C’est la volonté d’osciller constamment entre une âpre réalité et sa si frêle poésie attenante qui maintient sans cesse nos sens en éveil…
Direction la banlieue Est populaire de Londres, filmée sans concession mais sans voyeurisme non plus, linge étendu aux fenêtres sur des fils distendus, misère au vent, marmots brailleurs et trotinettes cassées. Parmi ces gens, l’histoire de Mia, personnage brut d’une jeune fille 100% survet’, rymel et basket, le déhanché hip hop et le juron toujours au bout de la langue. C’est l’histoire ordinaire de cette fille d’aujourd’hui partagée entre sa famille (mère divorcée souvent accompagnée et petite soeur au vocabulaire plutôt…étonnant), sa passion pour la danse…et le nouvel ami de sa mère. Car, le voilà, cet élément perturbateur, ce grain de poussière (de soleil?) qui va insidieusement changer la vie de Mia. Toujours sur le fil, jamais totalement assumée ni dévoilée, la relation qui unit ces deux là est troublante. Et là réside toute la beauté, la poésie et la subtilité de ce conte moderne : comme un imperceptible changement de température vous fait frémir le grain de peau, les sentiments de ce film sont toujours esquissés en filigrane, jamais polissés, parfois violents et amers, s’offrant même le luxe, grâce à des dialogues percutants, un brin d’humour bien placé.
C’est l’histoire d’une fille sans famille. Ou presque.
C’est l’histoire d’une jeune fille qui n’arrive pas à grandir. Ou presque.

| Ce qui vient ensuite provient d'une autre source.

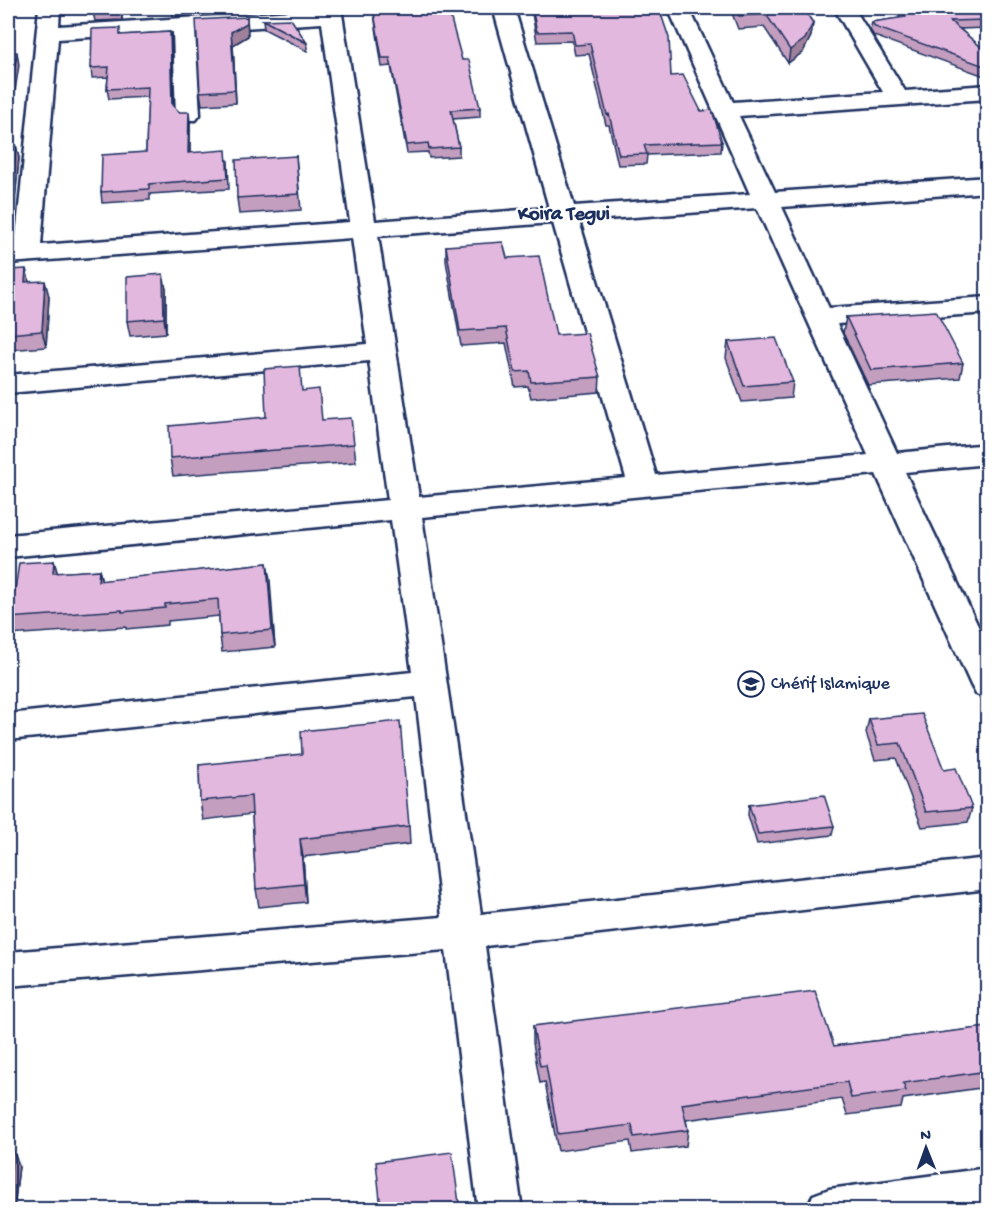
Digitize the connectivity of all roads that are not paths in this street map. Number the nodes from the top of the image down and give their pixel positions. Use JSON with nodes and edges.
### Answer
{"nodes":[{"id":1,"x":50,"y":8,"type":"edge"},
{"id":2,"x":503,"y":8,"type":"edge"},
{"id":3,"x":678,"y":8,"type":"edge"},
{"id":4,"x":844,"y":8,"type":"edge"},
{"id":5,"x":331,"y":12,"type":"edge"},
{"id":6,"x":184,"y":25,"type":"junction"},
{"id":7,"x":47,"y":33,"type":"junction"},
{"id":8,"x":987,"y":92,"type":"edge"},
{"id":9,"x":898,"y":98,"type":"junction"},
{"id":10,"x":724,"y":110,"type":"junction"},
{"id":11,"x":188,"y":115,"type":"edge"},
{"id":12,"x":987,"y":184,"type":"edge"},
{"id":13,"x":766,"y":200,"type":"junction"},
{"id":14,"x":564,"y":214,"type":"junction"},
{"id":15,"x":364,"y":229,"type":"junction"},
{"id":16,"x":17,"y":254,"type":"edge"},
{"id":17,"x":987,"y":305,"type":"edge"},
{"id":18,"x":819,"y":317,"type":"junction"},
{"id":19,"x":382,"y":351,"type":"junction"},
{"id":20,"x":8,"y":384,"type":"edge"},
{"id":21,"x":987,"y":454,"type":"edge"},
{"id":22,"x":886,"y":464,"type":"junction"},
{"id":23,"x":644,"y":487,"type":"junction"},
{"id":24,"x":405,"y":509,"type":"junction"},
{"id":25,"x":8,"y":546,"type":"edge"},
{"id":26,"x":976,"y":634,"type":"edge"},
{"id":27,"x":431,"y":683,"type":"junction"},
{"id":28,"x":987,"y":685,"type":"edge"},
{"id":29,"x":8,"y":727,"type":"edge"},
{"id":30,"x":987,"y":873,"type":"edge"},
{"id":31,"x":464,"y":932,"type":"junction"},
{"id":32,"x":8,"y":969,"type":"edge"},
{"id":33,"x":987,"y":1189,"type":"edge"},
{"id":34,"x":500,"y":1209,"type":"edge"},
{"id":35,"x":829,"y":1209,"type":"edge"}],
"edges":[{"from":1,"to":7,"type":"street"},
{"from":2,"to":14,"type":"street"},
{"from":3,"to":10,"type":"street"},
{"from":4,"to":9,"type":"street"},
{"from":5,"to":6,"type":"street"},
{"from":5,"to":15,"type":"street"},
{"from":6,"to":7,"type":"street"},
{"from":6,"to":11,"type":"street"},
{"from":7,"to":16,"type":"street"},
{"from":8,"to":9,"type":"street"},
{"from":9,"to":10,"type":"street"},
{"from":10,"to":13,"type":"street"},
{"from":12,"to":13,"type":"street"},
{"from":13,"to":14,"type":"street"},
{"from":13,"to":18,"type":"street"},
{"from":14,"to":15,"type":"street"},
{"from":14,"to":23,"type":"street"},
{"from":15,"to":16,"type":"street"},
{"from":15,"to":19,"type":"street"},
{"from":17,"to":18,"type":"street"},
{"from":18,"to":22,"type":"street"},
{"from":19,"to":20,"type":"street"},
{"from":19,"to":24,"type":"street"},
{"from":21,"to":22,"type":"street"},
{"from":22,"to":23,"type":"street"},
{"from":22,"to":26,"type":"street"},
{"from":23,"to":24,"type":"street"},
{"from":24,"to":25,"type":"street"},
{"from":24,"to":27,"type":"street"},
{"from":26,"to":28,"type":"street"},
{"from":27,"to":29,"type":"street"},
{"from":27,"to":31,"type":"street"},
{"from":30,"to":31,"type":"street"},
{"from":31,"to":32,"type":"street"},
{"from":31,"to":34,"type":"street"},
{"from":33,"to":35,"type":"street"}]}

C’est l’histoire initiatique d’une fille qui apprend à marcher, à se relever.
Caressée par la caméra d’Andrea Arnold, Mia s’ouvre peu à peu, elle apprend la vie aux cotés de cet homme, mi père, mi ami, mi amant. Il la soutient, la pousse, la contrôle, la freine et la brusque. La fougue et l’obstination de Mia, hautement portées par Katie Jarvis qui tire parfaitement parti de son arrivée par mégarde dans le cinéma, crèvent la pellicule.
C’est décidé, Mia vivra pour elle. Coûte que coûte. Sa vie.